Obama’s aides, however, have long said that preventing Iran from gaining a nuclear weapon is his No. 1 priority in the Middle East, in part because an Iranian nuclear weapon, the president has argued, will trigger an arms race in the region. For that reason, U.S. officials insist the nuclear question and the Iraq issue must be kept separate.

And a common enemy does not guarantee a common strategy, and for two countries that have been deeply distrustful adversaries for more than three decades, finding common security interests will not be easy, officials said. That was clear in the cautious tone of some of those officials.

The outreach to Iran was a surprising turnabout for the Obama administration, which has not held talks over regional crises with Iran. Cooperation between the United States and Iran to contain the Iraqi crisis would represent the first time the two countries – estranged adversaries for more than three decades – have jointly undertaken a common security purpose since they shared military intelligence to counter the Taliban in Afghanistan after the attacks on Sept. 11, 2001.

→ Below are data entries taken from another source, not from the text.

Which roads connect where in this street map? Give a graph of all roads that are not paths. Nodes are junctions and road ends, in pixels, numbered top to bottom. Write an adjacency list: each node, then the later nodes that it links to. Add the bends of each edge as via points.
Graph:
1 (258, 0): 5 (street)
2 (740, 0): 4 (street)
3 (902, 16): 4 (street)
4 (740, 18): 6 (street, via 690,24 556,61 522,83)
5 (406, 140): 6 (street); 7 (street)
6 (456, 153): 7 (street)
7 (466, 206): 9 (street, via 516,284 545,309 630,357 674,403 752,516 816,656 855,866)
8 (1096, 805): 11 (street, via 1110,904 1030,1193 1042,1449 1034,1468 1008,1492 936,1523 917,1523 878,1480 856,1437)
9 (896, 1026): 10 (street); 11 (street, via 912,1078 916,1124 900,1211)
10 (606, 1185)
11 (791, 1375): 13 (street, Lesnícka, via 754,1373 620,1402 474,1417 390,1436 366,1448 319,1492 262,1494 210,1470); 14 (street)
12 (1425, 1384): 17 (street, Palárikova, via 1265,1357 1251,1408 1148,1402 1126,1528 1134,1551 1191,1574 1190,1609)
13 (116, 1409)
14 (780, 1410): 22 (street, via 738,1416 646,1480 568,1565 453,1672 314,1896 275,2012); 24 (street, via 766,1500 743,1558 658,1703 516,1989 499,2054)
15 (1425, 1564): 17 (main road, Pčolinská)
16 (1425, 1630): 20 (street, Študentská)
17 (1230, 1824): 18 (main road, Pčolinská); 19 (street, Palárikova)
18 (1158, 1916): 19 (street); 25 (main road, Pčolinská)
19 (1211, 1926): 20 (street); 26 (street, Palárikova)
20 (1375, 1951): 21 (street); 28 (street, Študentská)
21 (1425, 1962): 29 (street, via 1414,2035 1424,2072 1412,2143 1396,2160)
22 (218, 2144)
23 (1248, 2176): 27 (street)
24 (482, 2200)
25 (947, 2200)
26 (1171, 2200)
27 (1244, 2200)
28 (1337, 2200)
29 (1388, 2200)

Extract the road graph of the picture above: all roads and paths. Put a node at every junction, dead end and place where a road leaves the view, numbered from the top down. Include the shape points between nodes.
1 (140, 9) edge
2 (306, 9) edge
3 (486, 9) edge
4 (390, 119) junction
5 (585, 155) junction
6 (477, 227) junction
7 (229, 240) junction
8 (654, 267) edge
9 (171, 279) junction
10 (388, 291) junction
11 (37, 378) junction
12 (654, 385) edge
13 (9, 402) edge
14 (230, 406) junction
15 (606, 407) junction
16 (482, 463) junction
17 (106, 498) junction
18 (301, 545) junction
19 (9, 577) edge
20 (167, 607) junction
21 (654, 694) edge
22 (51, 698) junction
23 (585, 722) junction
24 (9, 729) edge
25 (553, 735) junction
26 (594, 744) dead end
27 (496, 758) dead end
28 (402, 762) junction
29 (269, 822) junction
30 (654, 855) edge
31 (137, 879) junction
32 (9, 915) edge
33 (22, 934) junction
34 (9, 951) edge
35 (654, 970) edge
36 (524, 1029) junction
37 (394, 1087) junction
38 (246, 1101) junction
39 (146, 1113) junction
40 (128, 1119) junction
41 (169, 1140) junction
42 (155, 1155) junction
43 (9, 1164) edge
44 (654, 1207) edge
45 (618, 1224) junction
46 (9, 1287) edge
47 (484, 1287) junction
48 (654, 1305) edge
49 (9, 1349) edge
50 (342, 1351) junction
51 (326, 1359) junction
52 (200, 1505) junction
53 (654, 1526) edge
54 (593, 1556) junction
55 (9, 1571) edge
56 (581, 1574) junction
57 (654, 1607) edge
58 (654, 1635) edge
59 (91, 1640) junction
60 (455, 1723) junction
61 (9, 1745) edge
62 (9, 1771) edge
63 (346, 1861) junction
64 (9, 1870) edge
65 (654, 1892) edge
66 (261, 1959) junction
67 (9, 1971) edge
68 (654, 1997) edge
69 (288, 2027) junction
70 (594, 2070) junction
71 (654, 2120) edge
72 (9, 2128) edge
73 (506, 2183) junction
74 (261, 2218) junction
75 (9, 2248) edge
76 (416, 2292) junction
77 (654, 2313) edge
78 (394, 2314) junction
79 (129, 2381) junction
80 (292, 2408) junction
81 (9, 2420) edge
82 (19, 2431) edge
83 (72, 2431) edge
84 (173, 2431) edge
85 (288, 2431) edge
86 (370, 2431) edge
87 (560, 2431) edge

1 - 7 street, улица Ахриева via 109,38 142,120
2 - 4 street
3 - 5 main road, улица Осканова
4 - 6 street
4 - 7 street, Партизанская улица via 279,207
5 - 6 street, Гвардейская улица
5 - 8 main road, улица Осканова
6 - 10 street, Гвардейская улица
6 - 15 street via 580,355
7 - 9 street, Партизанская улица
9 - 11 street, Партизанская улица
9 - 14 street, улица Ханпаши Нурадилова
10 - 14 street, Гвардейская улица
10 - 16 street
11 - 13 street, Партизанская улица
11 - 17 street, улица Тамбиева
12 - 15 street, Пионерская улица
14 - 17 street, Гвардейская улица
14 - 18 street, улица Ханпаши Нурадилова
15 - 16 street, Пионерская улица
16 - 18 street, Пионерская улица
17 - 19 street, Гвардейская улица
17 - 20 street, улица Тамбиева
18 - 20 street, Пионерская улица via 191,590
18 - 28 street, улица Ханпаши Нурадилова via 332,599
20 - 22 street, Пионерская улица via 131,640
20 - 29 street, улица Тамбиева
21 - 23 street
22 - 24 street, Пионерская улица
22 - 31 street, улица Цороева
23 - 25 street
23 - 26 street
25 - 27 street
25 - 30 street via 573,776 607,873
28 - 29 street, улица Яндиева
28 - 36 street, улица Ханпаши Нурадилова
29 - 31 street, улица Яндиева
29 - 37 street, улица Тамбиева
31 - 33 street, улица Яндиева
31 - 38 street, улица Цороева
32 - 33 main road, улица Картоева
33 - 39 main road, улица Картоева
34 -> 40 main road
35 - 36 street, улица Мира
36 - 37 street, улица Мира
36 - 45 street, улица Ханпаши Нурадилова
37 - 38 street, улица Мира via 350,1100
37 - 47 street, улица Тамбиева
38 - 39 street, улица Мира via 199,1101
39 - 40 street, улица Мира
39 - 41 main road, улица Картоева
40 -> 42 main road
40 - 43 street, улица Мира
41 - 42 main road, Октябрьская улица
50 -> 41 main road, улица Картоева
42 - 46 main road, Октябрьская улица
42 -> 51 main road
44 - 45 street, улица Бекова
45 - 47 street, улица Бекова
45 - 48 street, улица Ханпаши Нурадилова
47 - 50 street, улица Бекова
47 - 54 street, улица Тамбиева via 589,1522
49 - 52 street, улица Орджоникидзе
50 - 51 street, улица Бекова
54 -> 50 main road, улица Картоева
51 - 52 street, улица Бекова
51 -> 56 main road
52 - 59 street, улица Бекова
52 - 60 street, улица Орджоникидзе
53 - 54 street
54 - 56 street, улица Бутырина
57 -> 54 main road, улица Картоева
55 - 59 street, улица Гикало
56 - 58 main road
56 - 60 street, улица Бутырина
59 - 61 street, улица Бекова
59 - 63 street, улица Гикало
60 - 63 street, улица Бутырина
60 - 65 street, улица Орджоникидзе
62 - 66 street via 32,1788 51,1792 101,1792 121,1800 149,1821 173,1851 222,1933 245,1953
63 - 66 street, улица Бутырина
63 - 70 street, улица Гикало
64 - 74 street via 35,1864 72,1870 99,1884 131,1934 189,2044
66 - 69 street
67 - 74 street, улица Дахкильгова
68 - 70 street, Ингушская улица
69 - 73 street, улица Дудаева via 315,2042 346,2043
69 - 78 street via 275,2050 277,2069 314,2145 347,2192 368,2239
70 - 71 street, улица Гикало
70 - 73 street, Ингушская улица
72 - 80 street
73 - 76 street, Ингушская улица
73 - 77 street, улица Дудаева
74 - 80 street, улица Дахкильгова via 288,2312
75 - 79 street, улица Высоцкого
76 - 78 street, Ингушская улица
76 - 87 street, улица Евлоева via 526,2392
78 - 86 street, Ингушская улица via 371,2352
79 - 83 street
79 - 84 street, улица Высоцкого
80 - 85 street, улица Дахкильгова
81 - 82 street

Kerry, in fact, worked furiously to persuade the United Nations to disinvite Iran from the Geneva peace talks on Syria, arguing that Tehran’s military support to Syria’s president, Bashar Assad, disqualified it from participating in the negotiations.

The United States and Iran have long been bitter, and even deadly, rivals in Iraq. Iran’s Quds Force trained Iraqi Shiite militias that targeted U.S. troops and equipped with the militias powerful IEDs. The U.S. military established a task force, TF-17, to hunt Iranian-backed Shiite Iraqi fighters.

The Bush administration held talks with Iranian officials in Baghdad during the U.S. occupation of Iraq. But those discussions made no headway.

Moreover, the Treasury Department accused Iran earlier this year of harboring a militant who provided support to al-Qaida.